A Christmas Reflection

Dec 22, 2021

St. Bernard's President, Stephen Loughlin, Ph.D.

I think that most of us have noted in recent years a marked increase in people’s impatience that typically forebodes a ready and all-too-easy descent into petty quarrelling, anger, and in some cases even violence. We see this play out all too commonly both on and offline among strangers – even among friends and relatives. And while we take note of this and have sadly come to expect it as a feature of our daily lives, we are nevertheless jarred by how this infects even the most intimate and sacred areas of our lives. Unsurprisingly, we begin to believe that there is little refuge from the travails of this world and the natural lot to which fallen humanity is heir.

In a sermon offered during the octave of Christmas, St. Bernard resonates most clearly with our situation, this “sad exile of our pilgrimage here on earth.” He remembers especially those who, as the Scriptures tell us, awaited the advent of God’s goodness and peace in His Son: “long lay the world in sin and error pining till He appeared and the soul felt its worth.” God’s goodness, he says, was assuredly revealed through the prophets of old. But it was only in the Incarnation of His Son that the promise was realized. In that peace which is sent to us in Christ His Son, “it is as if God the Father sent upon the earth a purse full of his mercy,” a purse that “was burst open during the Lord’s passion to pour forth its hidden contents – the price of our redemption.”

The size of this purse was indeed small – a Child – but within which dwelt the fullness of the divine nature, a fullness that only time and the redemptive act would reveal. In this gift, God is revealed in such a way that we could see and recognize both His goodness and His kindness, something manifested in taking on not Adam’s humanity as it was before the Fall, but instead what it had become after. St. Bernard asks: “How could He have shown His mercy more clearly than by taking on Himself our condition? For our sake the Word of God became as grass. What better proof could He have given of His love? The Incarnation teaches us how much God cares for us and what He thinks and feels about us.”

In light, then, of this supreme example of God’s kindness, St. Bernard states that we have here a great example of how to consider the suffering that we experience each day and how it is that we must respond:

“We should stop thinking of our own sufferings and remember what He has suffered. Let us think of all the Lord has done for us, and then we shall realize how His goodness appears through His humanity. The lesser He became through His human nature, the greater was His goodness; the more He lowered Himself for me, the dearer He is to me.”

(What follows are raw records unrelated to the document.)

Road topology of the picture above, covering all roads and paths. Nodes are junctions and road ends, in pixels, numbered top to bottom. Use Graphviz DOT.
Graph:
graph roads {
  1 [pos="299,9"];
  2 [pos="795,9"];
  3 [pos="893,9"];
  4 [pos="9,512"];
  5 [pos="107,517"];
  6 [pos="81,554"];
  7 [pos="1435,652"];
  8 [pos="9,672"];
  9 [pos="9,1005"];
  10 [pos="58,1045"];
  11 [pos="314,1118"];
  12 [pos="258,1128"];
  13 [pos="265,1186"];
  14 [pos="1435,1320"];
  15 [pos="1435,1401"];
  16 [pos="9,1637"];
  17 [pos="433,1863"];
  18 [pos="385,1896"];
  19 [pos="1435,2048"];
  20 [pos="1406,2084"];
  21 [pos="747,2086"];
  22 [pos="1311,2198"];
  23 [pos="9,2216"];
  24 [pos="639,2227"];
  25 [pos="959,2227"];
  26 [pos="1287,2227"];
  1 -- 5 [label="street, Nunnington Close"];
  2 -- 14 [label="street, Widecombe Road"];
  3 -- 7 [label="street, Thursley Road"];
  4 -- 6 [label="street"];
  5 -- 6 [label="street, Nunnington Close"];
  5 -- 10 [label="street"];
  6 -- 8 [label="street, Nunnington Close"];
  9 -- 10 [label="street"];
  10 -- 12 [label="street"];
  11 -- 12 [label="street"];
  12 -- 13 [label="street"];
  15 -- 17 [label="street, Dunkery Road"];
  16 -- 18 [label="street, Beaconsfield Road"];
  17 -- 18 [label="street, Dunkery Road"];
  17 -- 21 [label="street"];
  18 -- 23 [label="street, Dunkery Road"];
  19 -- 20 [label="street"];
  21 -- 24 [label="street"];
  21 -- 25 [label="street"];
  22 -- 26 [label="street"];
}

The advice given by St. Bernard is counterintuitive to an age that would see in this approach nothing more than a pointless exercise in self-effacement and abnegation, something that it would judge as missing the mark for what needs to be done to bring true and effective peace to the peoples of our day. For the Christian, however, the Incarnation that we celebrate at Christmas offers that most powerful of opportunities to reflect upon the goodness and kindness of God. We can see that the gift of which we stood in such great need was most fittingly given in the flesh, in the Person of Christ Jesus. In this gift, God’s regard not of His own nature (and all that is due to Him by right), but rather first and foremost of those who receive the Gift of His Son, reveal and affirm for St. Bernard a goodness that is the inspiration for the donation made by every Christian in the face of the troubles of our world.

This is a sign of contradiction to those who would see peace brought about by force of will rather than by the sacrifice of lives in imitation of the Incarnation wherein we live up to and declare our status as made in the image and likeness of God, and thus His friends in His work. Such donations found throughout the Christian community in our parents, professors, and religious to name but a very few, endear us to one another, endear us powerfully to God (an endearment that only grows with each emptying Jesus effects, coming to its perfection in His death on the cross), and are the very basis of that tranquility that is the mark of true peace, the way by which we address most effectively our life here and now.

Dr. Stephen J. Loughlin is President and Professor of Philosophy at St. Bernard’s School of Theology and Ministry in Rochester, NY. Dr. Loughlin earned his Master's and Doctorate in Philosophy at the University of Toronto. Before coming to St. Bernard’s last year, Dr. Loughlin was an Associate Professor of Philosophy and the Chair of the Department of Philosophy and Theology at DeSales University in Center Valley, PA., a position he held for almost 20 years. Dr. Loughlin’s academic work has appeared in The Thomist, Nova et Vetera, Pro Ecclesia, and Josephinum, and his areas of research interest include Medieval philosophy, and Thomistic anthropology. Dr. Loughlin deeply loves teaching, having engaged in the profession for 25 years. Dr. Loughlin has been married for the past 30 years to his lovely wife Carol who just recently retired as a NICU nurse.